A further trial for Salim Jamil Ayyash's alleged involvement in attacks on Lebanese politicians was supposed to begin this month.

A UN tribunal has suspended a court case related to the assassination of former Lebanese Prime Minister Rafic Hariri due to a lack of funding.

The UN’s Special Tribunal Lebanon at The Hague said on Tuesday that it has suspended the trial of Salim Jamil Ayyash. Pre-trial hearings were set to begin on June 10, but the tribunal only has funding to conduct proceedings until the end of July. The pre-trial hearings are canceled and future filings are suspended, though the tribunal will reassess if funding becomes available, according to a document signed by three judges.

Hariri and 21 others were killed by a car bombing in Beirut in 2005. Hariri was a prominent Sunni Muslim politician in the country who was an ally of Saudi Arabia and critic of Syria’s past occupation of Lebanon. His son Saad Hariri is currently prime minister-designate of Lebanon and served as prime minister himself most recently from 2016 to 2020.

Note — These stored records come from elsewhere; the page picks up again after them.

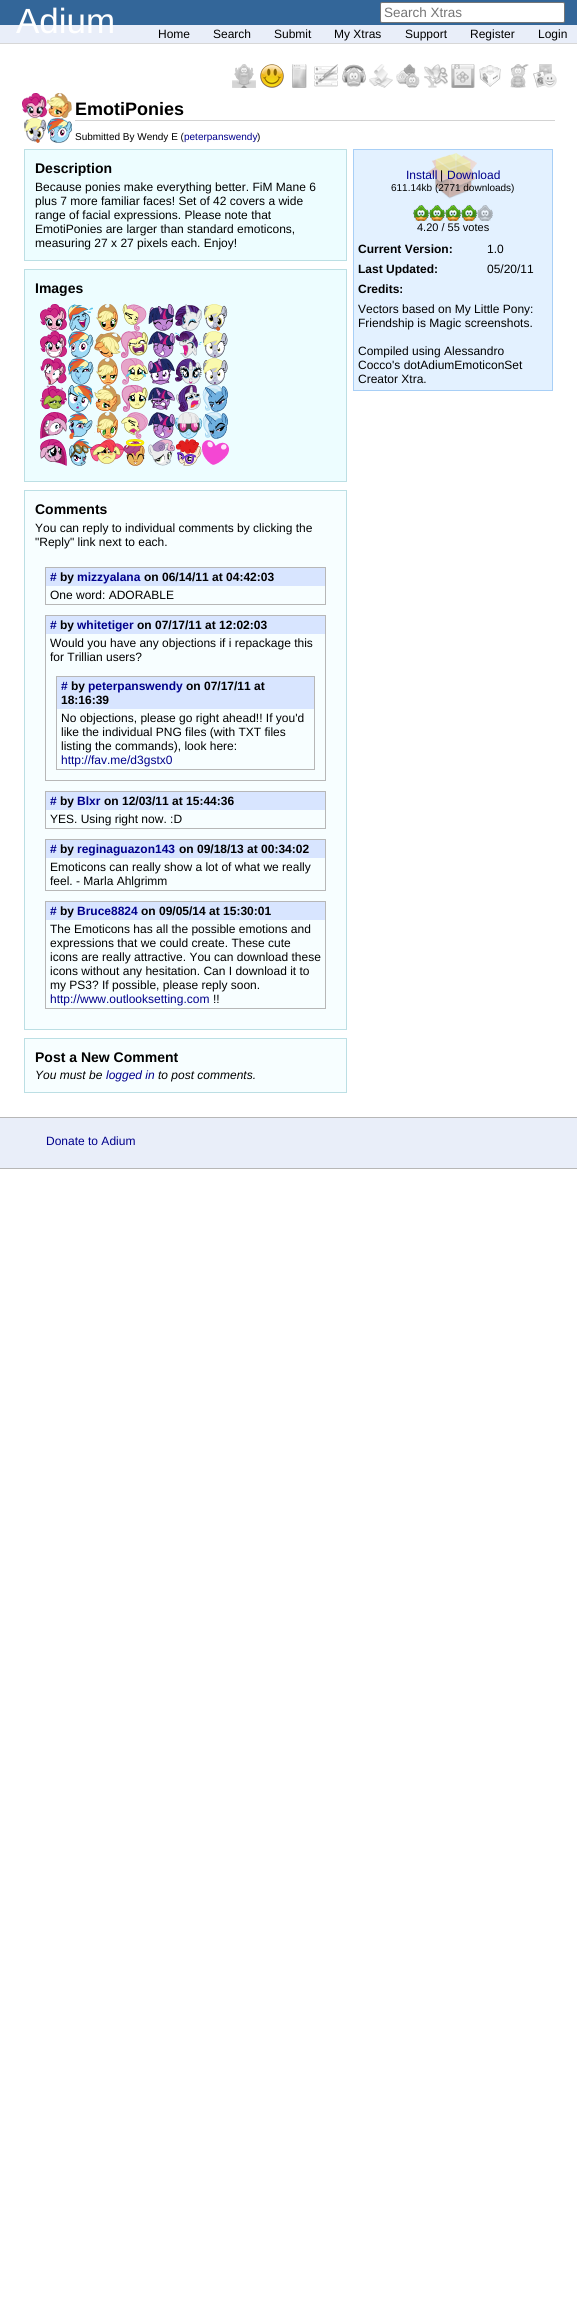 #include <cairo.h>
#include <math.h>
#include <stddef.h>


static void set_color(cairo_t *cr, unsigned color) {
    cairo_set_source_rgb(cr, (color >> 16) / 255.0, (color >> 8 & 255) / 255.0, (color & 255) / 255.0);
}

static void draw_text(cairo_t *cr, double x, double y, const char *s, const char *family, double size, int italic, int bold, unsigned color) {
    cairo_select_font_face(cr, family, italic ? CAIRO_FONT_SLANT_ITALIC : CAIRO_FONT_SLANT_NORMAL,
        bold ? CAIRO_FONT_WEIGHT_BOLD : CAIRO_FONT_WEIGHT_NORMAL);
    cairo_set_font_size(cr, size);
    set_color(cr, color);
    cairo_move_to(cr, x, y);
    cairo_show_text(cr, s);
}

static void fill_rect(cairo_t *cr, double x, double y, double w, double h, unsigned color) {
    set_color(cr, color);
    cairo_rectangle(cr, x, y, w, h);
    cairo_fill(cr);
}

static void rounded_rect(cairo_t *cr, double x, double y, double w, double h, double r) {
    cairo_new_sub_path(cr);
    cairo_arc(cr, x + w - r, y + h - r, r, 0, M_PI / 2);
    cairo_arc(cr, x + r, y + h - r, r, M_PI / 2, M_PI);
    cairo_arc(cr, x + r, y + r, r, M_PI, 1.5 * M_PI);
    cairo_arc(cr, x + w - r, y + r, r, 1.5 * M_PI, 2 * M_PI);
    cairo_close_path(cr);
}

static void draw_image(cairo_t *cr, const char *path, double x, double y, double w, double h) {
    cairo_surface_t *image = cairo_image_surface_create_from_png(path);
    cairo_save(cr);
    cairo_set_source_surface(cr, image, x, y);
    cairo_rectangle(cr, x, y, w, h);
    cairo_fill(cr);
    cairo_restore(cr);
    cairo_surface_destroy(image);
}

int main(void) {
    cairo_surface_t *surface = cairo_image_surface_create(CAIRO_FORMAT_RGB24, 577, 2300);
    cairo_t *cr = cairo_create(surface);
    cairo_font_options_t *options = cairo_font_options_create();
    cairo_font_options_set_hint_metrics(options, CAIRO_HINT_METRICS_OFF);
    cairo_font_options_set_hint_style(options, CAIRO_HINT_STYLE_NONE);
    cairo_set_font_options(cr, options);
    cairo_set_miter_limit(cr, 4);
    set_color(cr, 0xFFFFFF);
    cairo_paint(cr);
    fill_rect(cr, 0, 0, 577, 25, 0x336699);
    fill_rect(cr, 0, 25, 577, 18, 0xE9EEF9);
    draw_text(cr, 16, 33, "Adium", "Liberation Sans", 35, 0, 0, 0xFFFFFF);
    rounded_rect(cr, 380.5, 2.5, 184, 20, 1.5);
    cairo_fill_preserve(cr);
    set_color(cr, 0x767676);
    cairo_set_line_width(cr, 1);
    cairo_stroke(cr);
    draw_text(cr, 384, 17, "Search Xtras", "Liberation Sans", 13.5, 0, 0, 0x757575);
    fill_rect(cr, 0, 43, 577, 1, 0xD7D7D7);
    draw_text(cr, 158, 38, "Home", "Liberation Sans", 12, 0, 0, 0x000000);
    draw_text(cr, 213, 38, "Search", "Liberation Sans", 12, 0, 0, 0x000000);
    draw_text(cr, 274, 38, "Submit", "Liberation Sans", 12, 0, 0, 0x000000);
    draw_text(cr, 334, 38, "My Xtras", "Liberation Sans", 12, 0, 0, 0x000000);
    draw_text(cr, 405, 38, "Support", "Liberation Sans", 12, 0, 0, 0x000000);
    draw_text(cr, 470, 38, "Register", "Liberation Sans", 12, 0, 0, 0x000000);
    draw_text(cr, 538, 38, "Login", "Liberation Sans", 12, 0, 0, 0x000000);
    draw_image(cr, "assets/img1.png", 232, 64, 24, 24);
    draw_image(cr, "assets/img2.png", 260, 64, 24, 24);
    draw_image(cr, "assets/img3.png", 292, 64, 15, 24);
    draw_image(cr, "assets/img4.png", 314, 64, 24, 23);
    draw_image(cr, "assets/img5.png", 342, 64, 24, 23);
    draw_image(cr, "assets/img6.png", 369, 64, 24, 24);
    draw_image(cr, "assets/img7.png", 396, 64, 24, 24);
    draw_image(cr, "assets/img8.png", 424, 64, 24, 24);
    draw_image(cr, "assets/img9.png", 451, 64, 24, 24);
    draw_image(cr, "assets/img10.png", 479, 65, 22, 22);
    draw_image(cr, "assets/img11.png", 510, 64, 19, 24);
    draw_image(cr, "assets/img12.png", 533, 64, 24, 24);
    draw_image(cr, "assets/img13.png", 22, 93, 50, 50);
    fill_rect(cr, 75, 120, 480, 1, 0xD3D3D3);
    draw_text(cr, 75, 115, "EmotiPonies", "Liberation Sans", 18, 0, 1, 0x000000);
    draw_text(cr, 75, 140, "Submitted By Wendy E (", "Liberation Sans", 10, 0, 0, 0x000000);
    draw_text(cr, 184, 140, "peterpanswendy", "Liberation Sans", 10, 0, 0, 0x00008B);
    draw_text(cr, 257, 140, ")", "Liberation Sans", 10, 0, 0, 0x000000);
    set_color(cr, 0xEDFDFF);
    cairo_rectangle(cr, 24.5, 149.5, 322, 111);
    cairo_fill_preserve(cr);
    set_color(cr, 0xBCDFE4);
    cairo_stroke(cr);
    draw_text(cr, 35, 173, "Description", "Liberation Sans", 14, 0, 1, 0x000000);
    draw_text(cr, 35, 191, "Because ponies make everything better. FiM Mane 6", "Liberation Sans", 12, 0, 0, 0x000000);
    draw_text(cr, 35, 205, "plus 7 more familiar faces! Set of 42 covers a wide", "Liberation Sans", 12, 0, 0, 0x000000);
    draw_text(cr, 35, 219, "range of facial expressions. Please note that", "Liberation Sans", 12, 0, 0, 0x000000);
    draw_text(cr, 35, 233, "EmotiPonies are larger than standard emoticons,", "Liberation Sans", 12, 0, 0, 0x000000);
    draw_text(cr, 35, 247, "measuring 27 x 27 pixels each. Enjoy!", "Liberation Sans", 12, 0, 0, 0x000000);
    set_color(cr, 0xEDFDFF);
    cairo_rectangle(cr, 24.5, 269.5, 322, 212);
    cairo_fill_preserve(cr);
    set_color(cr, 0xBCDFE4);
    cairo_stroke(cr);
    draw_text(cr, 35, 293, "Images", "Liberation Sans", 14, 0, 1, 0x000000);
    draw_image(cr, "assets/img14.png", 40, 304, 189, 162);
    set_color(cr, 0xF7FEFF);
    cairo_rectangle(cr, 24.5, 490.5, 322, 539);
    cairo_fill_preserve(cr);
    set_color(cr, 0xBCDFE4);
    cairo_stroke(cr);
    draw_text(cr, 35, 514, "Comments", "Liberation Sans", 14, 0, 1, 0x000000);
    draw_text(cr, 35, 532, "You can reply to individual comments by clicking the", "Liberation Sans", 12, 0, 0, 0x000000);
    draw_text(cr, 35, 546, "\"Reply\" link next to each.", "Liberation Sans", 12, 0, 0, 0x000000);
    cairo_rectangle(cr, 45.5, 567.5, 280, 37);
    set_color(cr, 0xB7B7B7);
    cairo_stroke(cr);
    fill_rect(cr, 46, 568, 279, 18, 0xD8E5FF);
    draw_text(cr, 50, 581, "#", "Liberation Sans", 12, 0, 1, 0x00008B);
    draw_text(cr, 60, 581, "by", "Liberation Sans", 12, 0, 1, 0x000000);
    draw_text(cr, 77, 581, "mizzyalana", "Liberation Sans", 12, 0, 1, 0x00008B);
    draw_text(cr, 144, 581, "on 06/14/11 at 04:42:03", "Liberation Sans", 12, 0, 1, 0x000000);
    draw_text(cr, 50, 599, "One word: ADORABLE", "Liberation Sans", 12, 0, 0, 0x000000);
    cairo_rectangle(cr, 45.5, 615.5, 280, 165);
    set_color(cr, 0xB7B7B7);
    cairo_stroke(cr);
    fill_rect(cr, 46, 616, 279, 18, 0xD8E5FF);
    draw_text(cr, 50, 629, "#", "Liberation Sans", 12, 0, 1, 0x00008B);
    draw_text(cr, 60, 629, "by", "Liberation Sans", 12, 0, 1, 0x000000);
    draw_text(cr, 77, 629, "whitetiger", "Liberation Sans", 12, 0, 1, 0x00008B);
    draw_text(cr, 137, 629, "on 07/17/11 at 12:02:03", "Liberation Sans", 12, 0, 1, 0x000000);
    draw_text(cr, 50, 647, "Would you have any objections if i repackage this", "Liberation Sans", 12, 0, 0, 0x000000);
    draw_text(cr, 50, 661, "for Trillian users?", "Liberation Sans", 12, 0, 0, 0x000000);
    cairo_rectangle(cr, 56.5, 676.5, 258, 93);
    set_color(cr, 0xB7B7B7);
    cairo_stroke(cr);
    fill_rect(cr, 57, 677, 257, 32, 0xD8E5FF);
    draw_text(cr, 61, 690, "#", "Liberation Sans", 12, 0, 1, 0x00008B);
    draw_text(cr, 71, 690, "by", "Liberation Sans", 12, 0, 1, 0x000000);
    draw_text(cr, 88, 690, "peterpanswendy", "Liberation Sans", 12, 0, 1, 0x00008B);
    draw_text(cr, 186, 690, "on 07/17/11 at", "Liberation Sans", 12, 0, 1, 0x000000);
    draw_text(cr, 61, 704, "18:16:39", "Liberation Sans", 12, 0, 1, 0x000000);
    draw_text(cr, 61, 722, "No objections, please go right ahead!! If you'd", "Liberation Sans", 12, 0, 0, 0x000000);
    draw_text(cr, 61, 736, "like the individual PNG files (with TXT files", "Liberation Sans", 12, 0, 0, 0x000000);
    draw_text(cr, 61, 750, "listing the commands), look here:", "Liberation Sans", 12, 0, 0, 0x000000);
    draw_text(cr, 61, 764, "http://fav.me/d3gstx0", "Liberation Sans", 12, 0, 0, 0x00008B);
    cairo_rectangle(cr, 45.5, 791.5, 280, 37);
    set_color(cr, 0xB7B7B7);
    cairo_stroke(cr);
    fill_rect(cr, 46, 792, 279, 18, 0xD8E5FF);
    draw_text(cr, 50, 805, "#", "Liberation Sans", 12, 0, 1, 0x00008B);
    draw_text(cr, 60, 805, "by", "Liberation Sans", 12, 0, 1, 0x000000);
    draw_text(cr, 77, 805, "Blxr", "Liberation Sans", 12, 0, 1, 0x00008B);
    draw_text(cr, 104, 805, "on 12/03/11 at 15:44:36", "Liberation Sans", 12, 0, 1, 0x000000);
    draw_text(cr, 50, 823, "YES. Using right now. :D", "Liberation Sans", 12, 0, 0, 0x000000);
    cairo_rectangle(cr, 45.5, 839.5, 280, 51);
    set_color(cr, 0xB7B7B7);
    cairo_stroke(cr);
    fill_rect(cr, 46, 840, 279, 18, 0xD8E5FF);
    draw_text(cr, 50, 853, "#", "Liberation Sans", 12, 0, 1, 0x00008B);
    draw_text(cr, 60, 853, "by", "Liberation Sans", 12, 0, 1, 0x000000);
    draw_text(cr, 77, 853, "reginaguazon143", "Liberation Sans", 12, 0, 1, 0x00008B);
    draw_text(cr, 179, 853, "on 09/18/13 at 00:34:02", "Liberation Sans", 12, 0, 1, 0x000000);
    draw_text(cr, 50, 871, "Emoticons can really show a lot of what we really", "Liberation Sans", 12, 0, 0, 0x000000);
    draw_text(cr, 50, 885, "feel. - Marla Ahlgrimm", "Liberation Sans", 12, 0, 0, 0x000000);
    cairo_rectangle(cr, 45.5, 901.5, 280, 107);
    set_color(cr, 0xB7B7B7);
    cairo_stroke(cr);
    fill_rect(cr, 46, 902, 279, 18, 0xD8E5FF);
    draw_text(cr, 50, 915, "#", "Liberation Sans", 12, 0, 1, 0x00008B);
    draw_text(cr, 60, 915, "by", "Liberation Sans", 12, 0, 1, 0x000000);
    draw_text(cr, 77, 915, "Bruce8824", "Liberation Sans", 12, 0, 1, 0x00008B);
    draw_text(cr, 141, 915, "on 09/05/14 at 15:30:01", "Liberation Sans", 12, 0, 1, 0x000000);
    draw_text(cr, 50, 933, "The Emoticons has all the possible emotions and", "Liberation Sans", 12, 0, 0, 0x000000);
    draw_text(cr, 50, 947, "expressions that we could create. These cute", "Liberation Sans", 12, 0, 0, 0x000000);
    draw_text(cr, 50, 961, "icons are really attractive. You can download these", "Liberation Sans", 12, 0, 0, 0x000000);
    draw_text(cr, 50, 975, "icons without any hesitation. Can I download it to", "Liberation Sans", 12, 0, 0, 0x000000);
    draw_text(cr, 50, 989, "my PS3? If possible, please reply soon.", "Liberation Sans", 12, 0, 0, 0x000000);
    draw_text(cr, 50, 1003, "http://www.outlooksetting.com", "Liberation Sans", 12, 0, 0, 0x00008B);
    draw_text(cr, 213, 1003, "!!", "Liberation Sans", 12, 0, 0, 0x000000);
    set_color(cr, 0xF7FEFF);
    cairo_rectangle(cr, 24.5, 1038.5, 322, 54);
    cairo_fill_preserve(cr);
    set_color(cr, 0xBCDFE4);
    cairo_stroke(cr);
    draw_text(cr, 35, 1062, "Post a New Comment", "Liberation Sans", 14, 0, 1, 0x000000);
    draw_text(cr, 35, 1079, "You must be", "Liberation Sans", 12, 1, 0, 0x000000);
    draw_text(cr, 106, 1079, "logged in", "Liberation Sans", 12, 1, 0, 0x00008B);
    draw_text(cr, 158, 1079, "to post comments.", "Liberation Sans", 12, 1, 0, 0x000000);
    set_color(cr, 0xE3F1FF);
    cairo_rectangle(cr, 353.5, 149.5, 199, 241);
    cairo_fill_preserve(cr);
    set_color(cr, 0xA8CFF6);
    cairo_stroke(cr);
    draw_image(cr, "assets/img15.png", 428, 153, 49, 46);
    draw_text(cr, 406, 179, "Install", "Liberation Sans", 12, 0, 0, 0x00008B);
    draw_text(cr, 440, 179, "|", "Liberation Sans", 12, 0, 0, 0x000000);
    draw_text(cr, 447, 179, "Download", "Liberation Sans", 12, 0, 0, 0x00008B);
    draw_text(cr, 391, 191, "611.14kb (2771 downloads)", "Liberation Sans", 10, 0, 0, 0x000000);
    draw_image(cr, "assets/img16.png", 413, 205, 16, 16);
    draw_image(cr, "assets/img16.png", 429, 205, 16, 16);
    draw_image(cr, "assets/img16.png", 445, 205, 16, 16);
    draw_image(cr, "assets/img16.png", 461, 205, 16, 16);
    draw_image(cr, "assets/img17.png", 477, 205, 16, 16);
    draw_text(cr, 417, 231, "4.20 / 55 votes", "Liberation Sans", 11, 0, 0, 0x000000);
    draw_text(cr, 358, 253, "Current Version:", "Liberation Sans", 12, 0, 1, 0x000000);
    draw_text(cr, 487, 253, "1.0", "Liberation Sans", 12, 0, 0, 0x000000);
    draw_text(cr, 358, 273, "Last Updated:", "Liberation Sans", 12, 0, 1, 0x000000);
    draw_text(cr, 487, 273, "05/20/11", "Liberation Sans", 12, 0, 0, 0x000000);
    draw_text(cr, 358, 293, "Credits:", "Liberation Sans", 12, 0, 1, 0x000000);
    draw_text(cr, 358, 313, "Vectors based on My Little Pony:", "Liberation Sans", 12, 0, 0, 0x000000);
    draw_text(cr, 358, 327, "Friendship is Magic screenshots.", "Liberation Sans", 12, 0, 0, 0x000000);
    draw_text(cr, 358, 355, "Compiled using Alessandro", "Liberation Sans", 12, 0, 0, 0x000000);
    draw_text(cr, 358, 369, "Cocco's dotAdiumEmoticonSet", "Liberation Sans", 12, 0, 0, 0x000000);
    draw_text(cr, 358, 383, "Creator Xtra.", "Liberation Sans", 12, 0, 0, 0x000000);
    fill_rect(cr, 0, 1118, 577, 50, 0xE9EEF9);
    fill_rect(cr, 0, 1117, 577, 1, 0xB7B7B7);
    fill_rect(cr, 0, 1168, 577, 1, 0xB7B7B7);
    draw_text(cr, 46, 1145, "Donate to Adium", "Liberation Sans", 12, 0, 0, 0x00008B);
    cairo_surface_write_to_png(surface, "output.png");
    cairo_font_options_destroy(options);
    cairo_destroy(cr);
    cairo_surface_destroy(surface);
    return 0;
}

The tribunal sentenced Salim Jamil Ayyash to five life sentences in December over the Hariri assassination. Ayyash was tried en absentia and remains at large. The tribunal determined that he was affiliated with the Lebanese Shiite Muslim organization Hezbollah, which is an ally of Iran and Syria.

The news did not spell the end of the tribunal’s work. Ayyash is also on trial for the murder and attempted murder of other Lebanese politicians in 2004 and 2005, and this is the trial that is now suspended. The trial’s scope includes the 2005 car bombing that killed George Hawi, who was also a prominent critic of the Syrian government. The tribunal determined that these incidents were connected to the Hariri murder.

The Special Tribunal for Lebanon said on Thursday that it is continuing fundraising efforts and called on the international community to donate. Voluntary contributions from donor countries account for 51% of its budget, while Lebanon provides the other 49%.